March 11, 2026
How the Pentagon Is Fumbling the Nuclear Energy Renaissance
This article was originally published in The National Interest.
In June 2024, the Department of Defense (DOD) announced it was stepping back into the nuclear reactor business when the Army launched its Advanced Nuclear Power for Installations (ANPI) program, a partnership with the Defense Innovation Unit (DIU) focused on the design and build of fixed on-base reactors ranging from 2 to 10 megawatts (MW) for critical missions.
Rather than presenting a unified plan for commercializing advanced reactors, DOD has splintered into competing visions that risk undermining the momentum industry was counting on, and a commercial breakthrough may be slipping away.

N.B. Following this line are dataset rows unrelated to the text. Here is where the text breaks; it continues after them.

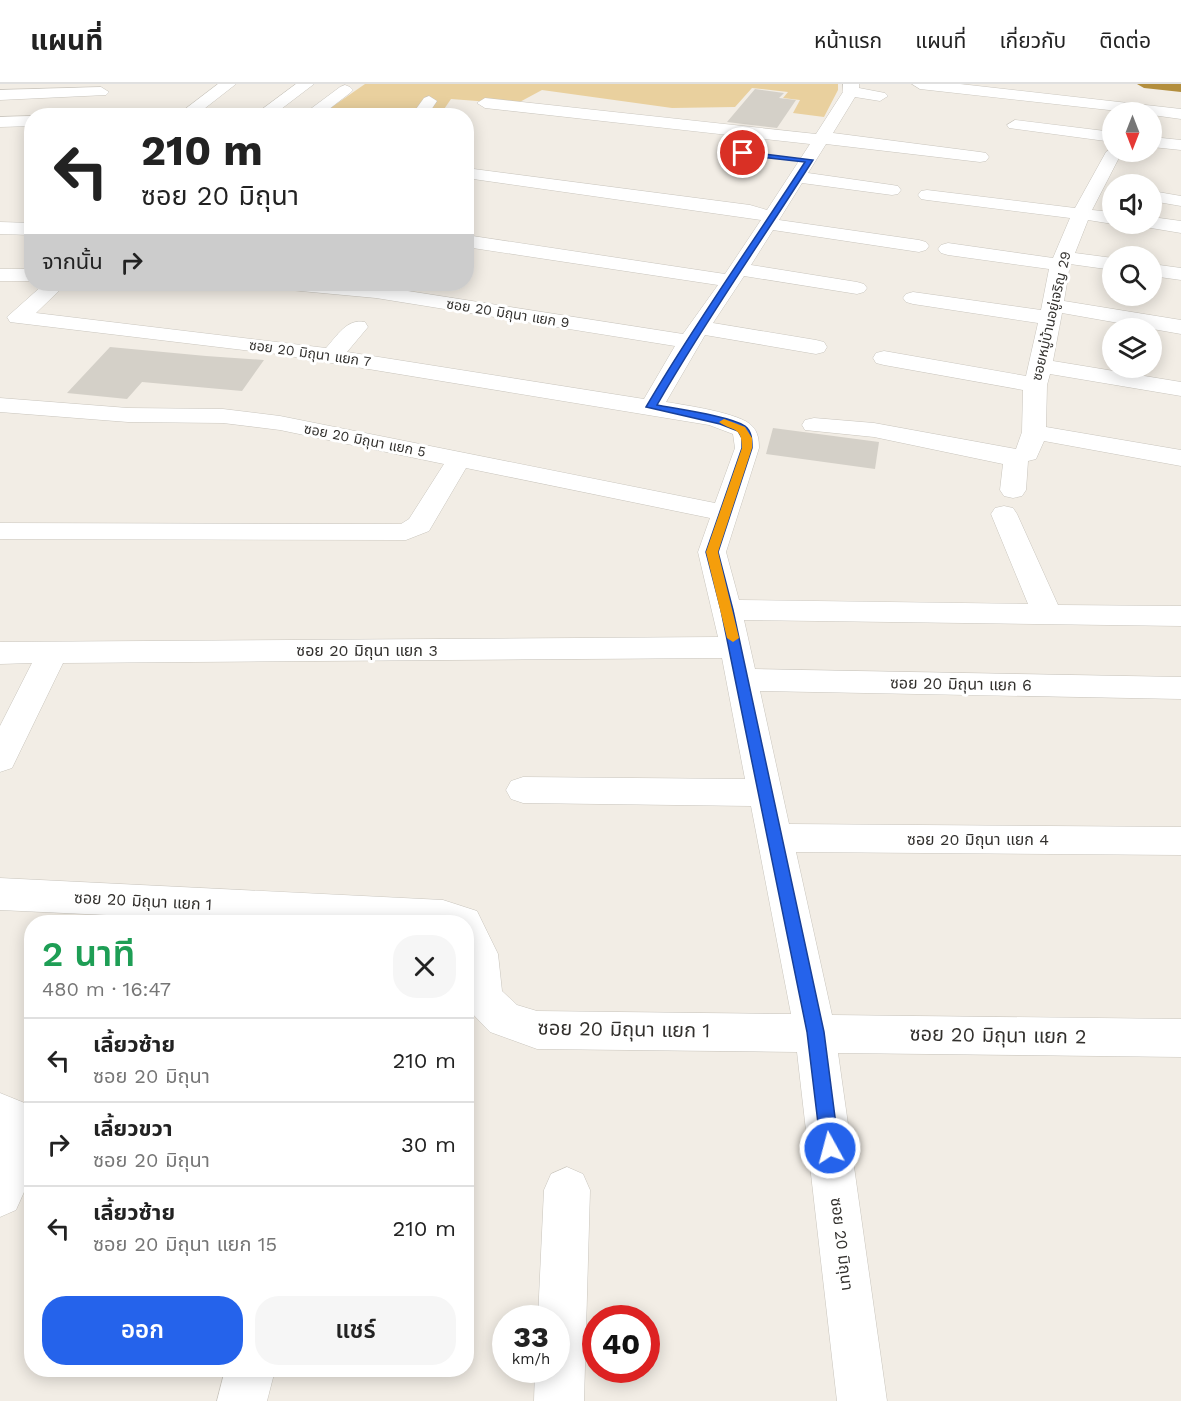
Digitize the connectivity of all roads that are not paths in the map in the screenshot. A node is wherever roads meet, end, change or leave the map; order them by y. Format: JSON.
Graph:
{"nodes":[{"id":1,"x":228,"y":84,"type":"edge"},
{"id":2,"x":306,"y":84,"type":"edge"},
{"id":3,"x":920,"y":84,"type":"edge"},
{"id":4,"x":960,"y":86,"type":"edge"},
{"id":5,"x":1009,"y":89,"type":"edge"},
{"id":6,"x":345,"y":90,"type":"dead end"},
{"id":7,"x":861,"y":91,"type":"edge"},
{"id":8,"x":101,"y":92,"type":"dead end"},
{"id":9,"x":0,"y":94,"type":"edge"},
{"id":10,"x":429,"y":101,"type":"dead end"},
{"id":11,"x":485,"y":103,"type":"dead end"},
{"id":12,"x":1102,"y":106,"type":"edge"},
{"id":13,"x":195,"y":108,"type":"edge"},
{"id":14,"x":272,"y":108,"type":"edge"},
{"id":15,"x":320,"y":108,"type":"edge"},
{"id":16,"x":424,"y":108,"type":"edge"},
{"id":17,"x":1162,"y":113,"type":"edge"},
{"id":18,"x":1181,"y":114,"type":"edge"},
{"id":19,"x":1015,"y":125,"type":"dead end"},
{"id":20,"x":1102,"y":136,"type":"edge"},
{"id":21,"x":1162,"y":143,"type":"edge"},
{"id":22,"x":1181,"y":145,"type":"edge"},
{"id":23,"x":808,"y":154,"type":"junction"},
{"id":24,"x":980,"y":157,"type":"dead end"},
{"id":25,"x":1109,"y":162,"type":"edge"},
{"id":26,"x":474,"y":175,"type":"edge"},
{"id":27,"x":892,"y":190,"type":"dead end"},
{"id":28,"x":927,"y":195,"type":"dead end"},
{"id":29,"x":1162,"y":198,"type":"edge"},
{"id":30,"x":1181,"y":201,"type":"edge"},
{"id":31,"x":1080,"y":214,"type":"junction"},
{"id":32,"x":1102,"y":217,"type":"edge"},
{"id":33,"x":770,"y":221,"type":"junction"},
{"id":34,"x":1162,"y":224,"type":"edge"},
{"id":35,"x":1181,"y":227,"type":"edge"},
{"id":36,"x":0,"y":228,"type":"edge"},
{"id":37,"x":24,"y":229,"type":"edge"},
{"id":38,"x":474,"y":242,"type":"edge"},
{"id":39,"x":919,"y":246,"type":"dead end"},
{"id":40,"x":948,"y":249,"type":"dead end"},
{"id":41,"x":1062,"y":261,"type":"junction"},
{"id":42,"x":1102,"y":263,"type":"edge"},
{"id":43,"x":1162,"y":271,"type":"edge"},
{"id":44,"x":1181,"y":274,"type":"edge"},
{"id":45,"x":0,"y":275,"type":"edge"},
{"id":46,"x":24,"y":275,"type":"edge"},
{"id":47,"x":735,"y":275,"type":"junction"},
{"id":48,"x":857,"y":288,"type":"dead end"},
{"id":49,"x":48,"y":291,"type":"edge"},
{"id":50,"x":365,"y":291,"type":"edge"},
{"id":51,"x":913,"y":298,"type":"dead end"},
{"id":52,"x":1051,"y":311,"type":"junction"},
{"id":53,"x":357,"y":327,"type":"dead end"},
{"id":54,"x":1181,"y":327,"type":"edge"},
{"id":55,"x":694,"y":334,"type":"junction"},
{"id":56,"x":816,"y":346,"type":"dead end"},
{"id":57,"x":332,"y":355,"type":"junction"},
{"id":58,"x":884,"y":358,"type":"dead end"},
{"id":59,"x":1038,"y":375,"type":"junction"},
{"id":60,"x":1181,"y":389,"type":"edge"},
{"id":61,"x":136,"y":391,"type":"dead end"},
{"id":62,"x":0,"y":405,"type":"edge"},
{"id":63,"x":651,"y":407,"type":"junction"},
{"id":64,"x":117,"y":414,"type":"junction"},
{"id":65,"x":814,"y":425,"type":"dead end"},
{"id":66,"x":1034,"y":432,"type":"junction"},
{"id":67,"x":460,"y":458,"type":"junction"},
{"id":68,"x":1016,"y":458,"type":"junction"},
{"id":69,"x":1181,"y":458,"type":"edge"},
{"id":70,"x":725,"y":513,"type":"junction"},
{"id":71,"x":0,"y":531,"type":"edge"},
{"id":72,"x":727,"y":610,"type":"junction"},
{"id":73,"x":1048,"y":616,"type":"junction"},
{"id":74,"x":1181,"y":616,"type":"edge"},
{"id":75,"x":735,"y":647,"type":"junction"},
{"id":76,"x":53,"y":652,"type":"junction"},
{"id":77,"x":0,"y":653,"type":"edge"},
{"id":78,"x":742,"y":680,"type":"junction"},
{"id":79,"x":1181,"y":688,"type":"edge"},
{"id":80,"x":0,"y":759,"type":"edge"},
{"id":81,"x":524,"y":790,"type":"dead end"},
{"id":82,"x":765,"y":793,"type":"junction"},
{"id":83,"x":774,"y":838,"type":"junction"},
{"id":84,"x":1181,"y":841,"type":"edge"},
{"id":85,"x":0,"y":894,"type":"edge"},
{"id":86,"x":423,"y":915,"type":"edge"},
{"id":87,"x":474,"y":943,"type":"edge"},
{"id":88,"x":815,"y":1032,"type":"junction"},
{"id":89,"x":1181,"y":1038,"type":"edge"},
{"id":90,"x":0,"y":1114,"type":"edge"},
{"id":91,"x":567,"y":1190,"type":"dead end"},
{"id":92,"x":0,"y":1194,"type":"edge"},
{"id":93,"x":248,"y":1377,"type":"edge"},
{"id":94,"x":242,"y":1401,"type":"edge"},
{"id":95,"x":558,"y":1401,"type":"edge"},
{"id":96,"x":862,"y":1401,"type":"edge"}],
"edges":[{"from":1,"to":13,"type":"street"},
{"from":2,"to":14,"type":"street"},
{"from":3,"to":4,"type":"street"},
{"from":4,"to":5,"type":"street"},
{"from":5,"to":12,"type":"street"},
{"from":6,"to":15,"type":"street"},
{"from":7,"to":23,"type":"street"},
{"from":8,"to":9,"type":"street"},
{"from":10,"to":16,"type":"street"},
{"from":11,"to":23,"type":"street"},
{"from":17,"to":18,"type":"street"},
{"from":19,"to":20,"type":"street"},
{"from":21,"to":22,"type":"street"},
{"from":23,"to":24,"type":"street"},
{"from":23,"to":27,"type":"street"},
{"from":23,"to":33,"type":"street"},
{"from":25,"to":31,"type":"street","name":"ซอยหมู่บ้านอยู่เจริญ 29"},
{"from":26,"to":33,"type":"street"},
{"from":28,"to":31,"type":"street"},
{"from":29,"to":30,"type":"street"},
{"from":31,"to":32,"type":"street"},
{"from":31,"to":41,"type":"street","name":"ซอยหมู่บ้านอยู่เจริญ 29"},
{"from":33,"to":39,"type":"street"},
{"from":33,"to":47,"type":"street"},
{"from":34,"to":35,"type":"street"},
{"from":36,"to":37,"type":"street"},
{"from":38,"to":47,"type":"street"},
{"from":40,"to":41,"type":"street"},
{"from":41,"to":42,"type":"street"},
{"from":41,"to":52,"type":"street","name":"ซอยหมู่บ้านอยู่เจริญ 29"},
{"from":43,"to":44,"type":"street"},
{"from":45,"to":46,"type":"street"},
{"from":47,"to":48,"type":"street"},
{"from":47,"to":55,"type":"street"},
{"from":49,"to":57,"type":"street","name":"ซอย 20 มิถุนา แยก 7"},
{"from":50,"to":55,"type":"street","name":"ซอย 20 มิถุนา แยก 9"},
{"from":51,"to":52,"type":"street"},
{"from":52,"to":54,"type":"street"},
{"from":52,"to":59,"type":"street","name":"ซอยหมู่บ้านอยู่เจริญ 29"},
{"from":53,"to":57,"type":"street"},
{"from":55,"to":56,"type":"street","name":"ซอย 20 มิถุนา แยก 9"},
{"from":55,"to":63,"type":"street"},
{"from":57,"to":63,"type":"street","name":"ซอย 20 มิถุนา แยก 7"},
{"from":58,"to":59,"type":"street"},
{"from":59,"to":60,"type":"street"},
{"from":59,"to":66,"type":"street","name":"ซอยหมู่บ้านอยู่เจริญ 29"},
{"from":61,"to":64,"type":"street"},
{"from":62,"to":64,"type":"street","name":"ซอย 20 มิถุนา แยก 5"},
{"from":63,"to":70,"type":"street","name":"ซอย 20 มิถุนา"},
{"from":64,"to":67,"type":"street","name":"ซอย 20 มิถุนา แยก 5"},
{"from":65,"to":68,"type":"street"},
{"from":66,"to":68,"type":"street","name":"ซอยหมู่บ้านอยู่เจริญ 29"},
{"from":66,"to":69,"type":"street"},
{"from":67,"to":70,"type":"street","name":"ซอย 20 มิถุนา แยก 5"},
{"from":67,"to":71,"type":"street"},
{"from":68,"to":73,"type":"street"},
{"from":70,"to":72,"type":"street","name":"ซอย 20 มิถุนา"},
{"from":72,"to":73,"type":"street"},
{"from":72,"to":75,"type":"street","name":"ซอย 20 มิถุนา"},
{"from":73,"to":74,"type":"street"},
{"from":75,"to":76,"type":"street","name":"ซอย 20 มิถุนา แยก 3"},
{"from":75,"to":78,"type":"street","name":"ซอย 20 มิถุนา"},
{"from":76,"to":77,"type":"street","name":"ซอย 20 มิถุนา แยก 3"},
{"from":76,"to":80,"type":"street"},
{"from":78,"to":79,"type":"street","name":"ซอย 20 มิถุนา แยก 6"},
{"from":78,"to":82,"type":"street","name":"ซอย 20 มิถุนา"},
{"from":81,"to":82,"type":"street"},
{"from":82,"to":83,"type":"street","name":"ซอย 20 มิถุนา"},
{"from":83,"to":84,"type":"street","name":"ซอย 20 มิถุนา แยก 4"},
{"from":83,"to":88,"type":"street","name":"ซอย 20 มิถุนา"},
{"from":85,"to":86,"type":"street","name":"ซอย 20 มิถุนา แยก 1"},
{"from":87,"to":88,"type":"street","name":"ซอย 20 มิถุนา แยก 1"},
{"from":88,"to":89,"type":"street","name":"ซอย 20 มิถุนา แยก 2"},
{"from":88,"to":96,"type":"street","name":"ซอย 20 มิถุนา"},
{"from":90,"to":92,"type":"street"},
{"from":91,"to":95,"type":"street"},
{"from":93,"to":94,"type":"street"}]}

For DOD, advanced reactors promise to reduce its reliance on a fragile commercial power grid that provides electricity to more than 95 percent of US military installations. That power grid faces surging demand from artificial intelligence (AI) data centers and semiconductor chip manufacturing. Increasingly extreme weather is also causing outages that exceed on-base backup power capability. The nature of a globally-networked force where domestic military installations are tied to overseas missions—from drones to cyber operations—means that a power failure at home puts operators abroad at risk. Advanced reactors offer a form of salvation, particularly for critical loads.